▸ **Exercise prompt**
Extract exactly the lines from the top of the records through the line containing "ring tip: (235, 157)", and keep pictures out of the copy.

Structured pose outputs
========================

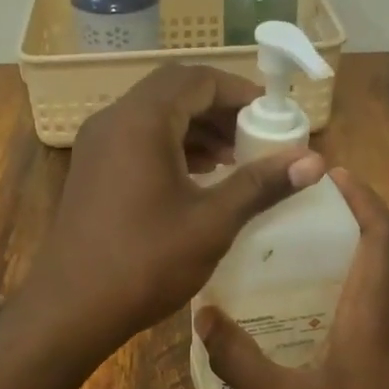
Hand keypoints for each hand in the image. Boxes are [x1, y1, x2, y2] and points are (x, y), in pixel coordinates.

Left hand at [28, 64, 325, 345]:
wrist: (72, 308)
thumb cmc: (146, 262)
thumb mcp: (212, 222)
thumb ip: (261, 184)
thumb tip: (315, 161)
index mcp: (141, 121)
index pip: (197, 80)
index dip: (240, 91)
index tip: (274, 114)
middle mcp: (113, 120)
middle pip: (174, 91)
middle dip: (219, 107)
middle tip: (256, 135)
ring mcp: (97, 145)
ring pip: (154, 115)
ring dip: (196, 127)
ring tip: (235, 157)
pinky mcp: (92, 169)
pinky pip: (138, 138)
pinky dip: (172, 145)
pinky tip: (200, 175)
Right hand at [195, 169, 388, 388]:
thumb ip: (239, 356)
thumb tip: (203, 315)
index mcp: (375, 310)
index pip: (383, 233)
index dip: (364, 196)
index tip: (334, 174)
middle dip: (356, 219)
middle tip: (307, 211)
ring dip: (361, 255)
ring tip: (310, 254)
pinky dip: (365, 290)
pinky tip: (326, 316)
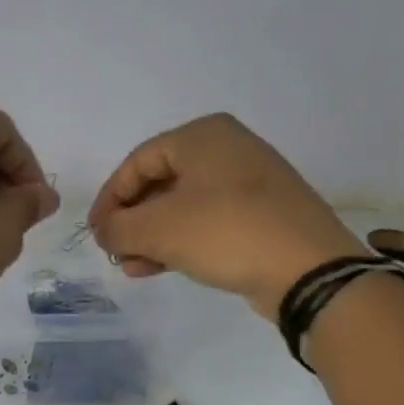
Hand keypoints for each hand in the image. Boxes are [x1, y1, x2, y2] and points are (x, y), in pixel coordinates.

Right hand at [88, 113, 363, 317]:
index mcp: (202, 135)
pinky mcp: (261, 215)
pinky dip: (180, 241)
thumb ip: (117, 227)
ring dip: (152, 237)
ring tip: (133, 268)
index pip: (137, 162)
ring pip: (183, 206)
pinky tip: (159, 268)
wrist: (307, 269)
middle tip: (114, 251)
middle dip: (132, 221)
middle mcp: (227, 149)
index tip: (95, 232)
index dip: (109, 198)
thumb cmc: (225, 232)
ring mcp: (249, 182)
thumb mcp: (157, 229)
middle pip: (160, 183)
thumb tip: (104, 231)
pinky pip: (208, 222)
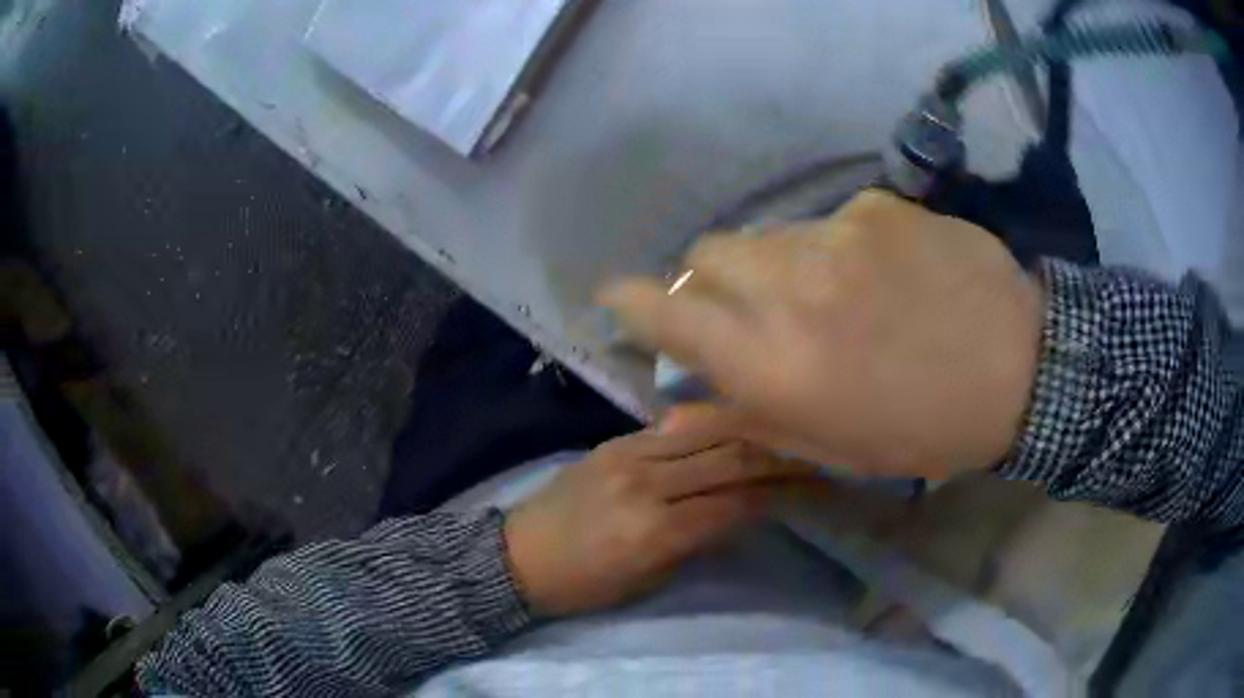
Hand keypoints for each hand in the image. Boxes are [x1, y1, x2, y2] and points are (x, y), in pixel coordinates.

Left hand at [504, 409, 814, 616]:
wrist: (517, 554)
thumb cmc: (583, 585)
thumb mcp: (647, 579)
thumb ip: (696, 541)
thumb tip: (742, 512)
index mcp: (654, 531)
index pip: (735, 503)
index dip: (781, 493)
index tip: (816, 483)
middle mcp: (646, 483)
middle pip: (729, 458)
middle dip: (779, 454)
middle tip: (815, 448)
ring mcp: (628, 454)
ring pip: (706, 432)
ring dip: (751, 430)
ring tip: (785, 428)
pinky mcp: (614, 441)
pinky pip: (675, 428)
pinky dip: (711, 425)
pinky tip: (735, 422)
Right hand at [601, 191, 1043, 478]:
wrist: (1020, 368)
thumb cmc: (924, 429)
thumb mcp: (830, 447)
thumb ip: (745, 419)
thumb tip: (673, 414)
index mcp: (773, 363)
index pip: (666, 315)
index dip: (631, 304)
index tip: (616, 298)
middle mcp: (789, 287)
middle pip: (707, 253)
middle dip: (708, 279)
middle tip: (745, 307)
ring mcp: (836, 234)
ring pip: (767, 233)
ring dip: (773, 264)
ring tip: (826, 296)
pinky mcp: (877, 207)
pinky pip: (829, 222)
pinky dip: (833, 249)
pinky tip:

========================

▸ **Task result**
Hand keypoints for each hand in the image. Boxes are [x1, y1, x2, y2] and points are (x, y), in pixel coordinates.

Left hand at [28, 64, 325, 345]:
wrist: (72, 308)
thumb cmc: (146, 262)
thumb mcp: (212, 222)
thumb ip: (261, 184)
thumb tip: (315, 161)
index mcp: (141, 121)
index pip: (197, 80)
index dip: (240, 91)
index tip: (274, 114)
middle mcp: (113, 120)
middle pip: (174, 91)
middle dip: (219, 107)
middle tip: (256, 135)
ring mcp: (97, 145)
ring pip: (154, 115)
ring dip: (196, 127)
ring tip: (235, 157)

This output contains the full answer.